Beetle Search Engine

Beetle is a search engine for high-quality AI research blog posts, designed to filter out low-quality, SEO-farmed content. It uses a combination of classic and modern retrieval techniques to provide relevant and technical blog posts for AI researchers and engineers.

Features

Hybrid Search: Combines BM25 and FAISS for efficient and accurate retrieval.
Two-Stage Filtering: Uses a TF-IDF + Logistic Regression model for initial filtering and a Transformer-based model for fine-grained classification.
FastAPI Backend: A modern, fast (high-performance) web framework for building APIs.
DVC Pipeline: A DVC-managed pipeline for crawling, parsing, and extracting features from web pages.
Containerized: Can be deployed using Docker and Kubernetes.

Architecture

The project is composed of the following components:

ETL Pipeline: A DVC-managed pipeline that crawls websites, downloads HTML, parses the content, and generates labels for training.
Indexing: Builds BM25, FAISS, and SPLADE indexes for fast retrieval.
Models: Includes models for embedding, reranking, and classification.
Serving: A FastAPI application that exposes a search API.
Frontend: A simple HTML, CSS and JavaScript frontend for interacting with the search engine.

Core Concepts

ETL and Content Extraction

The ETL (Extract, Transform, Load) pipeline is responsible for collecting and processing the blog posts.

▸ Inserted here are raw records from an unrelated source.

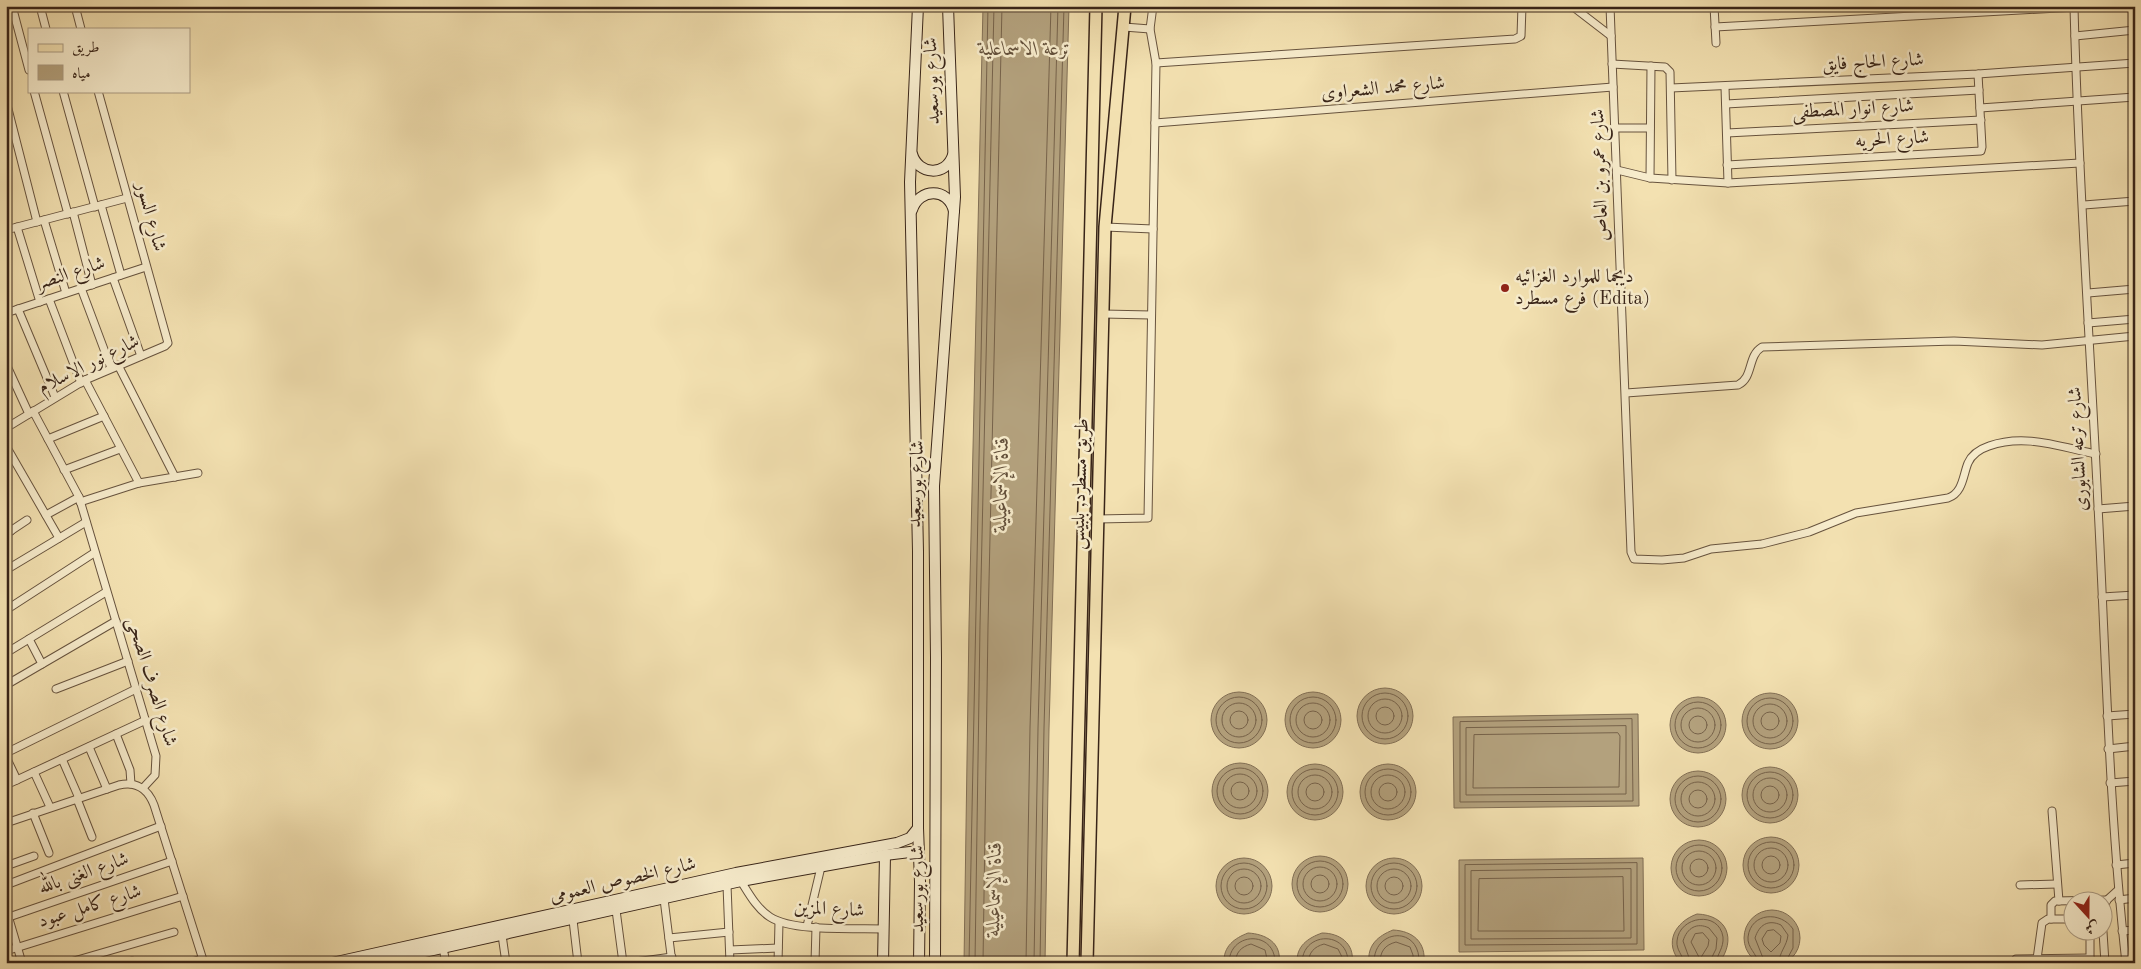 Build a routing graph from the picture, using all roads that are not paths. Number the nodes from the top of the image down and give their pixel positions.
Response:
1 (12, 6) edge
2 (40, 6) edge
3 (75, 6) edge
4 (918, 6) edge
5 (948, 6) edge
6 (1096, 6) edge
7 (1125, 6) edge
8 (1153, 6) edge
9 (1522, 6) edge
10 (1572, 6) edge
11 (1610, 6) edge
12 (1714, 6) edge
13 (2093, 6) edge
14 (2074, 7) edge
15 (1124, 27) junction
16 (1715, 27) junction
17 (46, 28) edge
18 (81, 28) edge
19 (1150, 29) junction
20 (2135, 30) edge
21 (1611, 36) junction
22 (2075, 36) junction
23 (1716, 43) dead end
24 (2135, 62) edge
25 (1156, 63) junction
26 (1612, 64) junction
27 (28, 66) edge
28 (1651, 66) junction
29 (2076, 68) junction
30 (1978, 74) junction
31 (1613, 87) junction
32 (1725, 87) junction
33 (1671, 88) junction
34 (1979, 90) junction
35 (34, 92) edge
36 (64, 92) edge
37 (98, 92) edge
38 (2135, 97) edge
39 (6, 101) edge
40 (2077, 102) junction
41 (1726, 104) junction
42 (1980, 108) junction
43 (1981, 120) junction
44 (1155, 123) junction
45 (1615, 128) junction
46 (1650, 128) junction
47 (1727, 133) junction
48 (911, 153) junction
49 (953, 154) junction
50 (2080, 163) junction
51 (1727, 165) junction
52 (1617, 170) junction
53 (1650, 178) junction
54 (1672, 180) junction
55 (1728, 183) junction
56 (127, 198) junction
57 (2135, 200) edge
58 (98, 206) junction
59 (2084, 206) junction
60 (912, 210) junction
61 (954, 212) junction
62 (70, 213) junction
63 (44, 220) junction
64 (36, 222) junction
65 (7, 227) edge
66 (17, 227) junction
67 (1105, 227) junction
68 (1153, 229) junction
69 (146, 266) junction
70 (121, 275) junction
71 (113, 278) junction
72 (92, 284) junction
73 (81, 288) junction
74 (2135, 289) edge
75 (66, 293) junction
76 (2088, 293) junction
77 (49, 299) junction
78 (40, 302) junction
79 (18, 309) junction
80 (7, 310) edge
81 (1103, 314) junction
82 (1151, 315) junction
83 (2135, 319) edge
84 (2088, 323) junction
85 (2135, 336) edge
86 (2089, 340) junction
87 (161, 348) joint
88 (141, 356) junction
89 (6, 364) edge
90 (114, 367) junction
91 (83, 382) junction
92 (1626, 393) junction
93 (55, 397) junction
94 (31, 412) junction
95 (104, 416) junction
96 (6, 428) edge
97 (48, 439) junction
98 (6, 446) edge
99 (120, 448) junction
100 (2096, 454) junction
101 (64, 470) junction
102 (198, 472) dead end
103 (176, 477) junction
104 (139, 483) junction
105 (80, 499) junction
106 (2135, 506) edge
107 (2098, 509) junction
108 (46, 515) junction
109 (1098, 519) junction
110 (27, 520) dead end
111 (6, 522) edge
112 (86, 522) junction
113 (9, 532) edge
114 (59, 538) junction
115 (94, 553) junction
116 (6, 570) edge
117 (106, 592) junction
118 (2135, 595) edge
119 (2102, 597) junction
120 (6, 610) edge
121 (116, 621) junction
122 (29, 639) junction
123 (6, 653) edge
124 (128, 661) junction
125 (42, 664) junction
126 (6, 685) edge
127 (56, 689) dead end
128 (136, 690) junction
129 (2135, 714) edge
130 (2107, 716) junction
131 (146, 720) junction
132 (116, 734) junction
133 (89, 746) junction
134 (2135, 746) edge
135 (2108, 749) junction
136 (6, 753) edge
137 (6, 757) edge
138 (62, 759) junction
139 (34, 772) junction
140 (17, 780) junction
141 (2135, 781) edge
142 (2110, 783) junction
143 (131, 784) junction
144 (6, 785) edge
145 (143, 788) junction
146 (107, 789) junction
147 (78, 798) junction
148 (50, 808) junction
149 (2052, 811) dead end
150 (33, 813) junction
151 (6, 823) edge
152 (161, 826) junction
153 (918, 828) junction
154 (92, 836) dead end
155 (49, 853) dead end
156 (885, 855) junction
157 (919, 855) junction
158 (34, 856) dead end
159 (172, 861) junction
160 (2135, 862) edge
161 (2116, 865) junction
162 (6, 866) edge
163 (821, 867) junction
164 (739, 877) junction
165 (2057, 884) junction
166 (6, 885) edge
167 (727, 885) junction
168 (2020, 885) dead end
169 (2118, 890) junction
170 (2114, 893) edge
171 (183, 896) junction
172 (2135, 898) edge
173 (664, 899) junction
174 (2119, 900) junction
175 (2059, 901) junction
176 (2064, 901) edge
177 (6, 909) edge
178 (616, 910) junction
179 (7, 917) edge
180 (2064, 918) edge
181 (2050, 919) junction
182 (573, 920) junction
183 (779, 922) junction
184 (807, 926) junction
185 (816, 927) junction
186 (884, 929) junction
187 (2135, 930) edge
188 (2122, 931) junction
189 (174, 932) dead end
190 (729, 932) junction
191 (502, 935) junction
192 (669, 938) junction
193 (2090, 942) edge
194 (2104, 942) edge
195 (17, 947) junction
196 (443, 948) junction
197 (778, 948) junction
198 (730, 950) junction
199 (6, 951) edge
200 (2037, 958) junction
201 (2016, 959) dead end
202 (672, 960) edge
203 (2090, 960) edge
204 (203, 961) edge
205 (391, 961) edge
206 (22, 963) edge
207 (67, 963) edge
208 (188, 963) edge
209 (332, 963) edge
210 (375, 963) edge
211 (446, 963) edge
212 (506, 963) edge
213 (578, 963) edge
214 (624, 963) edge
215 (628, 963) edge
216 (730, 963) edge
217 (778, 963) edge
218 (815, 963) edge
219 (884, 963) edge
220 (919, 963) edge
221 (935, 963) edge
222 (1073, 963) edge
223 (1087, 963) edge
224 (2105, 963) edge
225 (2126, 963) edge

1 - 27 street
2 - 17 street
3 - 18 street
4 - 48 main road, شارع بورسعيد
5 - 49 main road, شارع بورسعيد
6 - 222 main road, طريق مسطرد, بلبيس
7 - 15 main road, طريق مسطرد, بلبيس
8 - 19 street
9 - 25 street
10 - 21 street
11 - 21 street, شارع عمرو بن العاص
12 - 16 street
13 - 14 street
14 - 16 street
14 - 22 street, شارع ترعه الشابورى
15 - 19 street
15 - 67 main road, طريق مسطرد, بلبيس
16 - 23 street
19 - 25 street
20 - 22 street
21 - 26 street, شارع عمرو بن العاص
22 - 29 street, شارع ترعه الشابورى
24 - 29 street, شارع الحاج فايق
25 - 44 street
26 - 28 street
26 - 31 street, شارع عمرو بن العاص
28 - 33 street
28 - 46 street
29 - 30 street, شارع الحاج فايق
29 - 40 street, شارع ترعه الشابورى
30 - 32 street, شارع الحاج فايق
30 - 34 street, شارع الحريه
31 - 44 street, شارع محمد الشعراوى
31 - 45 street, شارع عمرو بن العاص
32 - 33 street, شارع الحاج فايق
32 - 41 street
33 - 54 street
34 - 41 street
34 - 42 street, شارع الحريه
35 - 62 street
36 - 58 street
37 - 56 street, شارع السور
38 - 40 street
39 - 64 street
40 - 42 street
40 - 50 street, شارع ترعه الشابورى
41 - 47 street
42 - 43 street, شارع الحريه
43 - 47 street, شارع انوار المصطفى
43 - 51 street, شارع الحريه
44 - 68 street
45 - 46 street
45 - 52 street, شارع عمرو بن العاص
46 - 53 street
47 - 51 street
48 - 49 main road
48 - 60 main road, شارع بورسعيد
49 - 61 main road, شارع بورسعيد
50 - 55 street
50 - 59 street, شارع ترعه الشابورى
51 - 55 street
52 - 53 street
52 - 92 street, شارع عمرو بن العاص
53 - 54 street
54 - 55 street
56 - 58 street
56 - 69 street, شارع السور
57 - 59 street
58 - 62 street
58 - 70 street
59 - 76 street, شارع ترعه الشابورى
60 - 61 main road
60 - 153 main road, شارع بورسعيد
61 - 221 main road, شارع بورسعيد
62 - 63 street
62 - 72 street
63 - 64 street
63 - 75 street
64 - 66 street
65 - 66 street
66 - 78 street
67 - 68 street
67 - 81 main road, طريق مسطرد, بلبيس
68 - 82 street
69 - 70 street, شارع النصر
69 - 87 street, شارع السور
70 - 71 street, شارع النصر
71 - 72 street, شارع النصر
71 - 88 street
72 - 73 street, شارع النصر
73 - 75 street, شارع النصر
73 - 90 street
74 - 76 street
75 - 77 street, شارع النصر
76 - 84 street, شارع ترعه الشابورى
77 - 78 street, شارع النصر
77 - 91 street
78 - 79 street, شارع النصر
79 - 80 street, شارع النصر
79 - 93 street
81 - 82 street
81 - 109 main road, طريق مسطرد, بلبيس
82 - 109 street
83 - 84 street
84 - 86 street, شارع ترعه الشابورى
85 - 86 street
86 - 92 street
86 - 100 street, شارع ترعه الشابورى
87 - 88 street, شارع نور الاسلام
88 - 90 street, شارع نور الاسلام
89 - 94 street, شارع الصرف الصحى
90 - 91 street, شارع نور الاسلام
90 - 103 street
91 - 93 street, شارع نور الاسلام
91 - 95 street
92 - 100 street, شارع عمرو بن العاص
93 - 94 street, شارع نور الاسلام
94 - 96 street, شارع نور الاسلام
94 - 97 street, شارع الصرف الصحى
95 - 97 street
95 - 99 street
97 - 101 street, شارع الصرف الصحى
98 - 108 street
99 - 101 street
99 - 104 street
100 - 107 street, شارع ترعه الشابورى
101 - 105 street, شارع الصرف الصحى
102 - 103 street
103 - 104 street
104 - 105 street
105 - 108 street
105 - 112 street, شارع الصرف الصحى
106 - 107 street
107 - 119 street, شارع ترعه الشابورى
108 - 114 street
109 - 223 main road, طريق مسطرد, بلبيس
110 - 113 street
111 - 113 street
112 - 114 street
112 - 115 street, شارع الصرف الصحى
114 - 116 street
115 - 117 street, شارع الصرف الصحى
115 - 120 street
117 - 121 street, شارع الصرف الصحى
117 - 122 street
118 - 119 street
119 - 130 street, شارع ترعه الشابورى
121 - 124 street, شارع الصرف الصحى
121 - 125 street
122 - 123 street
122 - 125 street
124 - 127 street
124 - 128 street, شارع الصرف الصحى
125 - 126 street
128 - 131 street, شارع الصرف الصحى
128 - 136 street
129 - 130 street
130 - 135 street, شارع ترعه الشابورى
131 - 132 street
131 - 145 street, شارع الصرف الصحى
132 - 133 street
132 - 143 street
133 - 138 street
133 - 146 street
134 - 135 street
135 - 142 street, شارع ترعه الشابورى
137 - 140 street
138 - 139 street
138 - 147 street
139 - 140 street
139 - 148 street
140 - 144 street
141 - 142 street
142 - 161 street, شارع ترعه الشابورى
143 - 145 street
143 - 146 street
145 - 152 street
146 - 147 street
147 - 148 street
147 - 154 street
148 - 150 street
149 - 165 street
150 - 151 street
150 - 155 street
152 - 159 street
152 - 166 street
153 - 157 main road, شارع بورسعيد
153 - 164 main road, شارع الخصوص العمومى
156 - 157 main road, شارع الخصوص العمومى
156 - 163 main road, شارع الخصوص العمومى
156 - 186 main road
157 - 220 main road, شارع بورسعيد
158 - 162 street
159 - 171 street
159 - 179 street, شارع الغنى بالله
160 - 161 street
161 - 169 street, شارع ترعه الشابورى
163 - 164 main road, شارع الخصوص العمومى
163 - 184 street
164 - 167 main road, شارع الخصوص العمومى
164 - 183 street, شارع المزين
164 - 209 main road, شارع الخصوص العمومى
165 - 168 street
165 - 175 street
167 - 173 main road, شارع الخصوص العمومى
167 - 190 street
169 - 170 street
169 - 174 street, شارع ترعه الشابورى
171 - 195 street, شارع كامل عبود
171 - 204 street
172 - 174 street
173 - 178 main road, شارع الخصوص العمومى
173 - 192 street
174 - 188 street, شارع ترعه الشابورى
175 - 176 street
175 - 181 street
177 - 179 street
178 - 182 main road, شارع الخصوص العمومى
178 - 214 street
179 - 195 street
180 - 181 street
181 - 200 street
182 - 191 main road, شارع الخصوص العمومى
182 - 213 street
183 - 184 street, شارع المزين
183 - 197 street
184 - 185 street, شارع المزين
185 - 186 street, شارع المزين
185 - 218 street
186 - 219 main road
187 - 188 street
188 - 225 street, شارع ترعه الشابورى
189 - 207 street
190 - 192 street
190 - 198 street
191 - 196 main road, شارع الخصوص العمومى
191 - 212 street
192 - 202 street
193 - 203 street
194 - 224 street
195 - 199 street, شارع كامل عبود
195 - 206 street
196 - 205 main road, شارع الخصوص العمومى
196 - 211 street
197 - 198 street
197 - 217 street
198 - 216 street
200 - 201 street
200 - 203 street
202 - 215 street
204 - 208 street
205 - 210 main road, شارع الخصوص العمومى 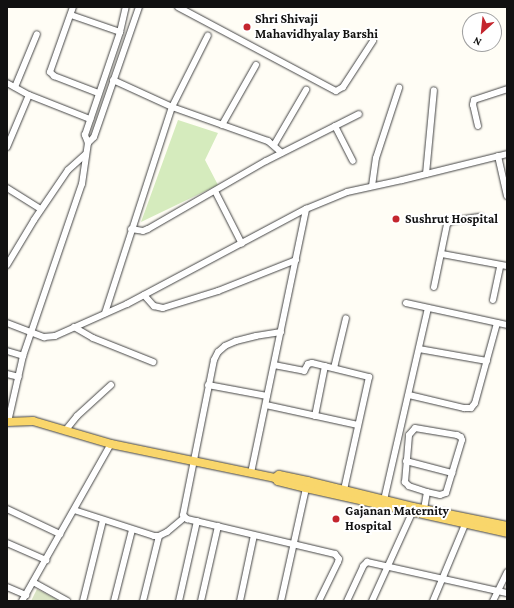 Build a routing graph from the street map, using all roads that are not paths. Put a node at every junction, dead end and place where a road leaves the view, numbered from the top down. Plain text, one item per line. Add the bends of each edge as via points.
1 (73, 7) edge
2 (126, 7) edge
3 (139, 7) edge
4 (178, 7) edge
5 (71, 14) junction
6 (120, 32) junction
7 (37, 34) dead end
8 (208, 35) dead end
9 (373, 41) dead end
10 (256, 65) dead end
11 (113, 80) junction
12 (7, 83) edge
13 (15, 87) junction
14 (399, 88) dead end
15 (507, 89) edge
16 (306, 90) dead end
17 (434, 90) dead end
18 (98, 93) junction
19 (29, 95) junction
20 (172, 107) junction
21 (359, 114) dead end
22 (90, 119) junction
23 (222, 125) junction
24 (335, 126) junction
25 (478, 126) dead end
26 (88, 143) junction
27 (274, 145) junction
28 (7, 147) edge
29 (282, 153) junction
30 (86, 154) junction
31 (507, 154) edge
32 (498, 156) junction
33 (353, 161) dead end
34 (426, 174) junction
35 (372, 186) junction
36 (7, 188) edge
37 (216, 192) junction
38 (507, 196) edge
39 (41, 209) junction
40 (306, 209) junction
41 (481, 217) dead end
42 (131, 229) junction
43 (242, 244) junction
44 (442, 254) junction
45 (296, 260) junction
46 (7, 265) edge
47 (500, 266) junction
48 (507, 266) edge
49 (434, 287) dead end
50 (144, 295) junction
51 (493, 300) dead end
52 (406, 304) dead end
53 (428, 308) junction
54 (105, 313) junction
55 (346, 318) dead end
56 (7, 323) edge
57 (497, 323) junction
58 (507, 325) edge
59 (74, 327) junction
60 (281, 332) junction
61 (31, 333) junction
62 (419, 349) junction
63 (7, 351) edge
64 (23, 356) junction
65 (487, 361) junction
66 (153, 362) dead end
67 (274, 365) junction
68 (325, 366) junction
69 (334, 368) junction
70 (7, 374) edge
71 (18, 377) junction
72 (111, 385) dead end
73 (208, 385) junction
74 (409, 395) junction
75 (268, 396) junction
76 (266, 405) junction
77 (315, 416) junction
78 (8, 422) edge
79 (358, 425) junction
80 (65, 431) junction
81 (111, 444) junction
82 (406, 461) junction
83 (195, 462) junction
84 (251, 473) junction
85 (452, 473) junction
86 (275, 478) junction
87 (306, 488) junction
88 (344, 490) junction
89 (427, 492) junction
90 (384, 500) junction
91 (7, 509) edge
92 (424, 509) junction
93 (74, 510) junction
94 (412, 513) junction
95 (185, 517) junction
96 (103, 520) junction
97 (197, 521) junction
98 (467, 521) junction
99 (218, 526) junction
100 (507, 526) edge
101 (132, 530) junction
102 (507, 533) edge
103 (60, 534) junction
104 (254, 535) junction
105 (159, 536) junction
106 (7, 544) edge
107 (294, 544) junction
108 (46, 560) junction
109 (387, 566) junction
110 (507, 572) edge
111 (443, 579) junction
112 (33, 582) junction
113 (7, 587) edge
114 (498, 591) junction
115 (507, 593) edge
116 (24, 598) edge
117 (68, 601) edge
118 (83, 601) edge
119 (114, 601) edge
120 (143, 601) edge
121 (179, 601) edge
122 (201, 601) edge
123 (240, 601) edge
124 (281, 601) edge
125 (319, 601) edge
126 (347, 601) edge
127 (372, 601) edge
128 (433, 601) edge
129 (493, 601) edge

1 - 5 street
2 - 6 street
3 - 11 street
4 - 9 street via 336,91 343,87
5 - 6 street
5 - 18 street via 50,72 54,76
6 - 18 street
7 - 13 street
8 - 20 street
10 - 23 street
11 - 20 street
11 - 26 street via 94,137
12 - 13 street
13 - 19 street
14 - 35 street via 376,158
15 - 25 street via 474,100
16 - 27 street
17 - 34 street
18 - 22 street
19 - 22 street
19 - 28 street
20 - 23 street
20 - 42 street
21 - 24 street
22 - 26 street via 85,135
23 - 27 street
24 - 29 street
24 - 33 street
26 - 30 street
27 - 29 street
29 - 37 street
30 - 39 street via 68,170
30 - 61 street via 82,184
31 - 32 street
32 - 34 street
32 - 38 street
34 - 35 street
35 - 40 street via 347,192
36 - 39 street
37 - 42 street via 148,229
37 - 43 street
39 - 46 street
40 - 43 street
40 - 45 street
41 - 44 street via 449,222
42 - 54 street
43 - 50 street
44 - 47 street
44 - 49 street
45 - 50 street via 218,291 163,308 154,306
45 - 60 street
47 - 48 street
47 - 51 street
50 - 54 street
52 - 53 street
53 - 57 street
53 - 62 street
54 - 59 street
55 - 69 street
56 - 61 street
57 - 58 street
57 - 65 street
59 - 61 street via 50,337
59 - 66 street via 93,338
60 - 67 street
60 - 73 street via 256,336 225,346 214,360
61 - 64 street
62 - 65 street
62 - 74 street
63 - 64 street
64 - 71 street
65 - 74 street via 475,403 471,408
67 - 68 street via 304,371 310,363
67 - 75 street
68 - 69 street
68 - 77 street
69 - 79 street via 369,377
70 - 71 street
71 - 78 street
72 - 80 street via 77,416
73 - 75 street
73 - 83 street
74 - 90 street
75 - 76 street
76 - 77 street
76 - 84 street
77 - 79 street
78 - 80 main road via 33,422
79 - 88 street
80 - 81 main road
81 - 83 main road
81 - 93 street
82 - 85 street
82 - 85 street via 409,435 415,428 457,435 462,440
82 - 89 street via 405,482
83 - 84 main road
83 - 95 street via 183,510
84 - 86 main road
85 - 89 street via 446,493 440,495
86 - 87 main road
86 - 88 main road via 279,475
87 - 94 main road
87 - 107 street
88 - 90 main road
89 - 92 street
90 - 92 main road
91 - 103 street
92 - 98 main road
93 - 96 street
93 - 103 street
94 - 98 main road
94 - 109 street
95 - 97 street
95 - 105 street
96 - 101 street
96 - 118 street
97 - 99 street
97 - 121 street
98 - 100 main road
98 - 102 main road
98 - 111 street
99 - 104 street
99 - 122 street
101 - 105 street
101 - 119 street
103 - 108 street
104 - 107 street
104 - 123 street
105 - 120 street
106 - 108 street
107 - 124 street
107 - 125 street via 335,554 339,558
108 - 112 street
109 - 111 street
109 - 126 street via 371,562 365,564
109 - 127 street
110 - 114 street
111 - 114 street
111 - 128 street
112 - 116 street
112 - 117 street
113 - 116 street
114 - 115 street
114 - 129 street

It uses a combination of trafilatura and readability-lxml for robust content extraction from HTML. This process extracts the main text, title, author, and publication date, while also identifying features like code blocks, citations, and author bios.

Semi-Supervised Labeling

To filter out low-quality content, the project uses a semi-supervised labeling approach. Initially, a set of "weak" labels are generated using a heuristic-based method (heuristic_label.py). These labels are then used to train a TF-IDF based Logistic Regression model (train_tfidf.py), which in turn generates a set of "strong" labels for the entire dataset. This allows for a more accurate classification of blog posts without requiring a large manually labeled dataset.

Search and Indexing

Beetle employs a hybrid search strategy, combining several indexing and retrieval techniques:

BM25: A classical keyword-based search algorithm that ranks documents based on the frequency and inverse document frequency of the query terms. It's highly effective for matching keywords and phrases.
FAISS (Facebook AI Similarity Search): A library for efficient similarity search on dense vector embeddings. The blog posts are converted into high-dimensional vectors using a SentenceTransformer model, and FAISS is used to quickly find the most similar documents to a query vector.
SPLADE: A model that learns sparse representations for documents and queries. Unlike dense embeddings, SPLADE vectors are sparse and interpretable, and can be indexed with inverted indexes, making them very efficient for retrieval.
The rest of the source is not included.